**EXERCISE**
Go through the records below and copy out every line holding "main".

[Stored items]
══════
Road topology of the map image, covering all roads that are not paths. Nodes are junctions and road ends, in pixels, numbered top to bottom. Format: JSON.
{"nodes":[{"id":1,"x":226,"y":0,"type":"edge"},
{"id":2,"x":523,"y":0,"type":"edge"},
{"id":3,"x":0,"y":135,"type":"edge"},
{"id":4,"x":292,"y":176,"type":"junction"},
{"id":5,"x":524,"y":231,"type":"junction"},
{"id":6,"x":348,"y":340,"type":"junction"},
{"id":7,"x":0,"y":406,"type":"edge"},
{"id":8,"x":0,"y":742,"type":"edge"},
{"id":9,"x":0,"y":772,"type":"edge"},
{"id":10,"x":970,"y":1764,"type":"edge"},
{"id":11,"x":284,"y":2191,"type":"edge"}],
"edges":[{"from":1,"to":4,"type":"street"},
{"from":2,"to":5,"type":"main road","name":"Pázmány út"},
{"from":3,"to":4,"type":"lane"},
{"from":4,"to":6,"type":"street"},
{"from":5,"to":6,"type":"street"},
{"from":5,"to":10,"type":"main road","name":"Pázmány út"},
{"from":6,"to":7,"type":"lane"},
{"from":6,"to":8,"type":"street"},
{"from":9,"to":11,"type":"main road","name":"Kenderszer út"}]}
══════
**SOLUTION TO THIS EXERCISE**
{"from":2,"to":5,"type":"main road","name":"Pázmány út"},
{"from":5,"to":10,"type":"main road","name":"Pázmány út"},
{"from":9,"to":11,"type":"main road","name":"Kenderszer út"}]}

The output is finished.